SJ: What would be your hesitation?
BC: I think it’s hard to write about one’s own life. I admire the people who are able to do it. I read memoirs and write about memoirs and autobiographies and blogs, but I don’t think I could, at least at this point.
SJ: Should every student take Self?
BC: Yes. Absolutely. It’s the mother of all core courses. And in classroom discussions, students are always asking questions, and I say, “Wow, I’d never thought of that.”
SJ: Are you just saying that?
BC: No—the undergraduates are great! In fact, I like all my students to call me by my first name, because we’re in seminar together and I want to emphasize that we’re all equal before the texts.
SJ: Do any particular insights from undergraduate students come to mind?
BC: There’ve been a couple of wonderful things that will happen. A couple of years ago I had a student who was a fundamentalist—an evangelical—I don’t know how he ended up at the University of Chicago. But he began to talk about his views and at first the students challenged him and then they began to listen to him and understand why he held the views he had and he began to listen to them, and by the end of the year we were all talking together, and it’s that kind of moment that is so good.
SJ: Is it ever hard to get it to gel like that with a particular group?
BC: Yeah, it may take a while. It’s funny, some classes just work better than others. I always ask, “Is it me? Have I done something?” But my friends who teach… they’ll say, “My 9:30 is so great and full of sparkle, my 10:30 class, it’s hard to get them to talk.”
SJ: Could it be, at different class times, just being tired?
BC: It could be tired.
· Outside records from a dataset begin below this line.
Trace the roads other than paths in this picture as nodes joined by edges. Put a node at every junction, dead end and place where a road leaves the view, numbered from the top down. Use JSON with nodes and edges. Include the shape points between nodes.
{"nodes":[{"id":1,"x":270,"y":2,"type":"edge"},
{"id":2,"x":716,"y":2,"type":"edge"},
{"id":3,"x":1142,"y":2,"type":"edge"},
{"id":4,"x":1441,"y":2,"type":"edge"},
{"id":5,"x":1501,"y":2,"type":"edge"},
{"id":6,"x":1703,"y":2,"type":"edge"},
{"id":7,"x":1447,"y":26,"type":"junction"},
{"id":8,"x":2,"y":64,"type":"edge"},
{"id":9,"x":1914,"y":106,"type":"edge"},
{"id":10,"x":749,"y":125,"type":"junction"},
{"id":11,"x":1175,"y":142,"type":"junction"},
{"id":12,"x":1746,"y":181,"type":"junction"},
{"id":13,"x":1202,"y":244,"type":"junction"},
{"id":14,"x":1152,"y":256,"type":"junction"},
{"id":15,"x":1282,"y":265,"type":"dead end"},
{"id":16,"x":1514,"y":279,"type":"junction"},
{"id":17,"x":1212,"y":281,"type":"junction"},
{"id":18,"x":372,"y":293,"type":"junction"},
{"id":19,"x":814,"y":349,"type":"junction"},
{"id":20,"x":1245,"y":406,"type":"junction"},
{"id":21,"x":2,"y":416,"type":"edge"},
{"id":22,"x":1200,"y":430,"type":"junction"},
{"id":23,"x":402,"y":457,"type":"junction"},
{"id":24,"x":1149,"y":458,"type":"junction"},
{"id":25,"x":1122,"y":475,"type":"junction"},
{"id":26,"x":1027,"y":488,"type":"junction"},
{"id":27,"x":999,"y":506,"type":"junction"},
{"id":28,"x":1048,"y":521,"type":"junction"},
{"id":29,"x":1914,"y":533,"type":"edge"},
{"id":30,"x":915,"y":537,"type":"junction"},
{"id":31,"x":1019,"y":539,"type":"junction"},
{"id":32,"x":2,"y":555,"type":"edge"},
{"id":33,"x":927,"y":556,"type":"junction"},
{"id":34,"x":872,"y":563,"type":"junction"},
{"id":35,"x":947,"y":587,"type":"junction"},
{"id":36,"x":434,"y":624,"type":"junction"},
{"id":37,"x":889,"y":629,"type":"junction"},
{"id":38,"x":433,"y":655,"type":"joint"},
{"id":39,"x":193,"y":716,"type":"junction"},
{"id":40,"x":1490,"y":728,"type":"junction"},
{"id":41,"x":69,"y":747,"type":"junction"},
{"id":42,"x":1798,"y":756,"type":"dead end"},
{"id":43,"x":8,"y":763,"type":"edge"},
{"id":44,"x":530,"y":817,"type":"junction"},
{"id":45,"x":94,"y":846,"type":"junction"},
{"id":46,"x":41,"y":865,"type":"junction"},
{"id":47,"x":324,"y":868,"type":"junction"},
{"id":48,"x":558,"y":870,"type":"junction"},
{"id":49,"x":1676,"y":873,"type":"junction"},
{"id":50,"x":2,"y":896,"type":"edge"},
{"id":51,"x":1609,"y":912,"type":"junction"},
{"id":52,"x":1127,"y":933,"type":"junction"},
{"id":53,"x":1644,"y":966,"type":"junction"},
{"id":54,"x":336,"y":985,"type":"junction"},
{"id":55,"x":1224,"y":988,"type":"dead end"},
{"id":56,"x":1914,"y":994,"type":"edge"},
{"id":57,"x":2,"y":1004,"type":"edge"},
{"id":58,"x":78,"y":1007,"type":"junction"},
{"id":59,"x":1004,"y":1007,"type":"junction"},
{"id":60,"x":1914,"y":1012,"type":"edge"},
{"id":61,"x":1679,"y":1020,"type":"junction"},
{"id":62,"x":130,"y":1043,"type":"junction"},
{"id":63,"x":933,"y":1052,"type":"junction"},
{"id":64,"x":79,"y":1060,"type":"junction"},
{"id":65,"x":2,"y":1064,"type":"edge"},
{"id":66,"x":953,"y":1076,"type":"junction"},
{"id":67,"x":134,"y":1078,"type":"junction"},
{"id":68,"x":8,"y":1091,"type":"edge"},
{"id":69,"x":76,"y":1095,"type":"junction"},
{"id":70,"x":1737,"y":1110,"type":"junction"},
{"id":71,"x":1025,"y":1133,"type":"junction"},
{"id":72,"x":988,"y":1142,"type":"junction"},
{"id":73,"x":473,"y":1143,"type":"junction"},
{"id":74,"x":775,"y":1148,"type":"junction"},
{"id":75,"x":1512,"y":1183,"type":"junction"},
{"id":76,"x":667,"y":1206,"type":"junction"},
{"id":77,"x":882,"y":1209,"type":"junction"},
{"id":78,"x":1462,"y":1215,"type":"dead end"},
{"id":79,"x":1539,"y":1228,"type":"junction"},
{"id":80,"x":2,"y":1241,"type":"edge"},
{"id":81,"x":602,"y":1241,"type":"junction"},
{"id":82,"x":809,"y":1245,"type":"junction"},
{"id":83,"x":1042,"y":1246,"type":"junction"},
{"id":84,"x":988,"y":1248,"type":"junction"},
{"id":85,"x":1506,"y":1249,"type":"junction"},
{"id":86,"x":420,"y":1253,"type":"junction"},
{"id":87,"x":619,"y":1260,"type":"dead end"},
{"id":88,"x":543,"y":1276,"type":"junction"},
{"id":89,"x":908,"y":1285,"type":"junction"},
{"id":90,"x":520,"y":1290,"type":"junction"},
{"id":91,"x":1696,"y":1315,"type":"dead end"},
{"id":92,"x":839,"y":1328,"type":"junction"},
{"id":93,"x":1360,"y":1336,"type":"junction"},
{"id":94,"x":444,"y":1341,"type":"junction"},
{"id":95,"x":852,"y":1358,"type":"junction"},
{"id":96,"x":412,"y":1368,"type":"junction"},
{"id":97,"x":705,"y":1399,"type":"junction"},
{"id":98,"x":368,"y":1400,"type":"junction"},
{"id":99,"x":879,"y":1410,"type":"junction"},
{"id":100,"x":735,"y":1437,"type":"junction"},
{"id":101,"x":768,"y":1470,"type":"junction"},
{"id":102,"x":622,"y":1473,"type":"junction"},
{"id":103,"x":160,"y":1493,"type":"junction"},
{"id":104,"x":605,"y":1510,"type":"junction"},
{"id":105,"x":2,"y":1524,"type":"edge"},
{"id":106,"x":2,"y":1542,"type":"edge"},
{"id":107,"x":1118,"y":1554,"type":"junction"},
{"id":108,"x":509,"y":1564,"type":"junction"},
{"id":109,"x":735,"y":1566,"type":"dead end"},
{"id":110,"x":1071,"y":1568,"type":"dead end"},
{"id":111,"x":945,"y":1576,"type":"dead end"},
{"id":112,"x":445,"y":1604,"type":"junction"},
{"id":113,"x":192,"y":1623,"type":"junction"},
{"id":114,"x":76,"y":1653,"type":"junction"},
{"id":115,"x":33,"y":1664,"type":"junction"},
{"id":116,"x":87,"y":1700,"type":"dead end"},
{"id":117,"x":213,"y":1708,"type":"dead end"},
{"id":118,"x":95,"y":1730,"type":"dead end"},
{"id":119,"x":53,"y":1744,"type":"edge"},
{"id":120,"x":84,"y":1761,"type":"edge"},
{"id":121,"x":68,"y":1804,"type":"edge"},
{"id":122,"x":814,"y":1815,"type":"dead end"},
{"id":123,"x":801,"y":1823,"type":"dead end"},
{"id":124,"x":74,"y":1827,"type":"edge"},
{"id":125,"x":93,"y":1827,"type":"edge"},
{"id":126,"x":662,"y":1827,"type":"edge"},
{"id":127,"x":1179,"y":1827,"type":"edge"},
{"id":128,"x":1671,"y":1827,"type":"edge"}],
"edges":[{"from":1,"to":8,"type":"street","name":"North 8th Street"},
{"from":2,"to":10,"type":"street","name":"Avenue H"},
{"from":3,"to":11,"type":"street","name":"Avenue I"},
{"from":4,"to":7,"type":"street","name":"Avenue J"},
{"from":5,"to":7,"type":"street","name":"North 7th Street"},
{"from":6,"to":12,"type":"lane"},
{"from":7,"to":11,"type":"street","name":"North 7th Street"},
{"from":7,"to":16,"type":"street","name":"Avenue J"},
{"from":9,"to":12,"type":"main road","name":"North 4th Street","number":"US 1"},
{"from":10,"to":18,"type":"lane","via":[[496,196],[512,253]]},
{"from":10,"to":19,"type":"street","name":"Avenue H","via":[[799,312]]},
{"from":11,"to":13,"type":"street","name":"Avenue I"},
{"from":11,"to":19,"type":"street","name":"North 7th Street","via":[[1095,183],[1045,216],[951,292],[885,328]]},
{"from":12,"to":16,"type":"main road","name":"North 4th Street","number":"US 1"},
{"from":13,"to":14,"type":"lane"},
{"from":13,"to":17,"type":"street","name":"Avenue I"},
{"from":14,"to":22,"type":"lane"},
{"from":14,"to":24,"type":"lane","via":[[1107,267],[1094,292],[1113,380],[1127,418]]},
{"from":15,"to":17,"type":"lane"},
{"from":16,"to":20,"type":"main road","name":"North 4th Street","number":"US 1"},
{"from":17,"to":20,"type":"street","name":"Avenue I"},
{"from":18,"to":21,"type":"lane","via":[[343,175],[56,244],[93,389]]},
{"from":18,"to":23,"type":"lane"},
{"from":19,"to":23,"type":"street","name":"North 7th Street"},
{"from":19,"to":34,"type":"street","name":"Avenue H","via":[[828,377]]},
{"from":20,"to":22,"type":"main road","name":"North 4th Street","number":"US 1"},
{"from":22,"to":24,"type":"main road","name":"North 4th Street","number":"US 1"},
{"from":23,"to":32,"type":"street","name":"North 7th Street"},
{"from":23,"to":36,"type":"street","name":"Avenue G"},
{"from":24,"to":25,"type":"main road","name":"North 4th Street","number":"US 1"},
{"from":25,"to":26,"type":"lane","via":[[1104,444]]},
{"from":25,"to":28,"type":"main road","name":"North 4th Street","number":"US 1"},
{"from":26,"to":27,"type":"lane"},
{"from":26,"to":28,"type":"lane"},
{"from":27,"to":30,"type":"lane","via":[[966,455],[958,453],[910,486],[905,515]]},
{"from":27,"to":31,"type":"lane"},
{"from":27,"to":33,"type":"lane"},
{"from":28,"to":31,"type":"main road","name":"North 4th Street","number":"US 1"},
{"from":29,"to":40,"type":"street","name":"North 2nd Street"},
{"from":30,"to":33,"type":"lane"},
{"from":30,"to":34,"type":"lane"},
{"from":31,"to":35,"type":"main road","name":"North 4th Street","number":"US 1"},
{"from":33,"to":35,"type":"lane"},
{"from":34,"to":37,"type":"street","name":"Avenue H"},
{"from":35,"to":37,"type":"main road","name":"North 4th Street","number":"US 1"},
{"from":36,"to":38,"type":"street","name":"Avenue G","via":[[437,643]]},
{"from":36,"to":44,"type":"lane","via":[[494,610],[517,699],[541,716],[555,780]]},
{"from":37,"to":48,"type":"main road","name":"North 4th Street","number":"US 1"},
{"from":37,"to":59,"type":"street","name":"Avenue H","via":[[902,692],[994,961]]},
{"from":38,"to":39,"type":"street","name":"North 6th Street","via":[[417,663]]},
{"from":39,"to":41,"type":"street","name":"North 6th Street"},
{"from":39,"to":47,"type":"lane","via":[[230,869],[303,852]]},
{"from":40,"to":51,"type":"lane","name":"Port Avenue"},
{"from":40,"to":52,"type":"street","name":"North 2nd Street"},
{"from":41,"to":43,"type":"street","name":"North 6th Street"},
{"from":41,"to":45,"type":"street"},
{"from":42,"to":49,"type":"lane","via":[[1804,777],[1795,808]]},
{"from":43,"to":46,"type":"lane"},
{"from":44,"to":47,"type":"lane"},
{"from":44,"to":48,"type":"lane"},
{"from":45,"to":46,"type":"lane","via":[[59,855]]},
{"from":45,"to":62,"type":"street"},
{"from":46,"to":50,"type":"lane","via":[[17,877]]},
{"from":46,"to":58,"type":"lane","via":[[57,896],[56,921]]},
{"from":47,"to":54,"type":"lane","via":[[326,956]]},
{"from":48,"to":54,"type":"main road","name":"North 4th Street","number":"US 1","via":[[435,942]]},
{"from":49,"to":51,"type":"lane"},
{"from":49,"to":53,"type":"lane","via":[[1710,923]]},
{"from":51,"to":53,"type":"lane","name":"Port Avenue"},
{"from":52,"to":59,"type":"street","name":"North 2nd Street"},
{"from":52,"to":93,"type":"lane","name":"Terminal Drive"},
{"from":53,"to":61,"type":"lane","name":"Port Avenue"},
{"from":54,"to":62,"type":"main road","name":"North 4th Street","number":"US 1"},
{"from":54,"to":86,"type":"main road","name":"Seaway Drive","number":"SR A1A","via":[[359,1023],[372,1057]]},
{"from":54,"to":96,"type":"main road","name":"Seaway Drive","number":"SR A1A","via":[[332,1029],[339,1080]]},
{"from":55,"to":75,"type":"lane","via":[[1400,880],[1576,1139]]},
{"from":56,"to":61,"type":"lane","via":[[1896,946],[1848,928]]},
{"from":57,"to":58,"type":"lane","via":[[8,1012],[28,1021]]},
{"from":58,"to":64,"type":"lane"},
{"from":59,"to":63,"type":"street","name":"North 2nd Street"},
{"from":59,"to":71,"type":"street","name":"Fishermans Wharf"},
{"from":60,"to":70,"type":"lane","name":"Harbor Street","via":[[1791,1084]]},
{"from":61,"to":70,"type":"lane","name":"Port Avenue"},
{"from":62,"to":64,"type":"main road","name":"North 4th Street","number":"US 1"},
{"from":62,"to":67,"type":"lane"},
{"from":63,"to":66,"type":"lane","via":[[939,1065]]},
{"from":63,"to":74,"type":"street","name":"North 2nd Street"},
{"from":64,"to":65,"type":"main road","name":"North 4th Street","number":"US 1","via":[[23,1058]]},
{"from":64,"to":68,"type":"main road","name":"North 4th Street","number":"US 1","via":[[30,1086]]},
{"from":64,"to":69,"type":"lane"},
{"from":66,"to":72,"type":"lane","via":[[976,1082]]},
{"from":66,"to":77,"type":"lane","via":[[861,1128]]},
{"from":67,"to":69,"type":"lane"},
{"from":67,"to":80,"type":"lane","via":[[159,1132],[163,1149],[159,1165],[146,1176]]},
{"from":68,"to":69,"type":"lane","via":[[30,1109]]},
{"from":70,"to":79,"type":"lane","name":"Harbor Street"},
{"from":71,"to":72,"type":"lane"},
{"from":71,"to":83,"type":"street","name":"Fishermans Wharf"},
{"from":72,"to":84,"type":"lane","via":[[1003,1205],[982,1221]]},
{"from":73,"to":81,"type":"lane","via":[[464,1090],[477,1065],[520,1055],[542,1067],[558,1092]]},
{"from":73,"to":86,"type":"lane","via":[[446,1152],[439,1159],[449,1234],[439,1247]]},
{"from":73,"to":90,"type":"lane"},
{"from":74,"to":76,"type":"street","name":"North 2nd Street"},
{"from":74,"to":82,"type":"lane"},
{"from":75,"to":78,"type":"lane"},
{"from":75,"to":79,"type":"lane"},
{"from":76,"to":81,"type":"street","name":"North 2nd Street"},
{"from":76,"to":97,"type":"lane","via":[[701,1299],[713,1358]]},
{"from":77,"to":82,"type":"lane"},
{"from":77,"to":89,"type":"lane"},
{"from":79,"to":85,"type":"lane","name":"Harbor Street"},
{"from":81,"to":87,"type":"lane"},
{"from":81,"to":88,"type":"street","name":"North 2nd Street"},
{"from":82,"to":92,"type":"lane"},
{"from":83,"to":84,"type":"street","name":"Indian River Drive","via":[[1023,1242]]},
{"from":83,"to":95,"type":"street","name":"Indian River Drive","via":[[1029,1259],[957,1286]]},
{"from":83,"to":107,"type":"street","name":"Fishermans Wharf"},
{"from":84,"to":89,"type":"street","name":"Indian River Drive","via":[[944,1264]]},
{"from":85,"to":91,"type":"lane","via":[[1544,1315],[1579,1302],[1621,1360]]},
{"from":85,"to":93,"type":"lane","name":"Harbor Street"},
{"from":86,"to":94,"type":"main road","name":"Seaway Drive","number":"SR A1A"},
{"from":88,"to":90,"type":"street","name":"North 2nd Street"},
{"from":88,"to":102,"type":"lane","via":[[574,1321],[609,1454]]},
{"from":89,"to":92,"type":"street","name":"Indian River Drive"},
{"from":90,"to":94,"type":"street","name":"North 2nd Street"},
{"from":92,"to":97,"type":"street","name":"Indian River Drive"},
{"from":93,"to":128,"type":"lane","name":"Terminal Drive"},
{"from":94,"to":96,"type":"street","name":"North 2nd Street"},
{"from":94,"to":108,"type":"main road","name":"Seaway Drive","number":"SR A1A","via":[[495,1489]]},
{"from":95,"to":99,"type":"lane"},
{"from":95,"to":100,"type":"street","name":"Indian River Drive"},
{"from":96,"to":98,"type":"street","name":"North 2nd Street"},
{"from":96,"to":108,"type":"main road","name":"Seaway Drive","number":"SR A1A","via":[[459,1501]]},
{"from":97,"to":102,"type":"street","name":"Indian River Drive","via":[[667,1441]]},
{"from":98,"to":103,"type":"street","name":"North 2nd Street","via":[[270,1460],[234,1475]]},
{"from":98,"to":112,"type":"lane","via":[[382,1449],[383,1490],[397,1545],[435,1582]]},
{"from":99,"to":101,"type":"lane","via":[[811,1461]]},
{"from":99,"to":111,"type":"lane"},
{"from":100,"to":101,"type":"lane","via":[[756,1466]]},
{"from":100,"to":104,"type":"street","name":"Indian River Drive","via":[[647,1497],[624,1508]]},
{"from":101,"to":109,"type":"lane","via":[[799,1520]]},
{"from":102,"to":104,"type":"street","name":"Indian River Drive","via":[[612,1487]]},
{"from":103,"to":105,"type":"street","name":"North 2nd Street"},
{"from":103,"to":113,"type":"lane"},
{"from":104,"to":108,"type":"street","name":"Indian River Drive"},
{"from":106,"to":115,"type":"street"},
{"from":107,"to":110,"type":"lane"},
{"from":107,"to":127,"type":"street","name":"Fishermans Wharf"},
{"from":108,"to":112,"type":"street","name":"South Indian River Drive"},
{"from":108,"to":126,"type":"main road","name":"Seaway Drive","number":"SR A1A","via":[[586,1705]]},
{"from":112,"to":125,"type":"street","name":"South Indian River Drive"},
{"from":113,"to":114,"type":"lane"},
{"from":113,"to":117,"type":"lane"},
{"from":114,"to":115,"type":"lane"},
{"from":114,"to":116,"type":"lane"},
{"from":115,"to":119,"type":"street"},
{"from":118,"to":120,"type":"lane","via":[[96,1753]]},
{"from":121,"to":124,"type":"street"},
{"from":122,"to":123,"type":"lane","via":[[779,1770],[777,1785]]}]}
Or the particular group of students—if you have a few students who are particualry vocal…. Sometimes there are a few students who monopolize the discussion.
SJ: [Laughs] Has that student always existed?
BC: Yes, since I was in the College, right exactly. It’s one of the hardest jobs of the instructor to help bring everyone into the conversation and not have a few people monopolize the conversation.
Sometimes I have a students who feel particularly unworthy; they shouldn’t be in the College, “the admissions office must’ve made a mistake.” And then when they speak it’s wonderful.
SJ: Any thoughts on where the College is headed?
BC: The College in my day, remember…had a much more planned curriculum with syllabi and everything. So I think, in a way, it was much more carefully dosed and integrated.
But the reality is, faculty no longer want to teach those kinds of courses and maybe students probably don’t want to take them, so times have to change…. I’m assuming we want to teach the best of the classical texts, which is why I think everyone ought to do Greek and Latin. But we ought to know the hip, trendy stuff as well.
SJ: Like what?
BC: I think we ought to know the new media, and listen to hip-hop and appreciate the new music. You can’t just listen to classical opera, you’ve got to listen to Philip Glass, and participate in culture as it is and kind of make sense of it all. Each of us then kind of finds our own path to the College. Then you have the rest of your life to put it all together again.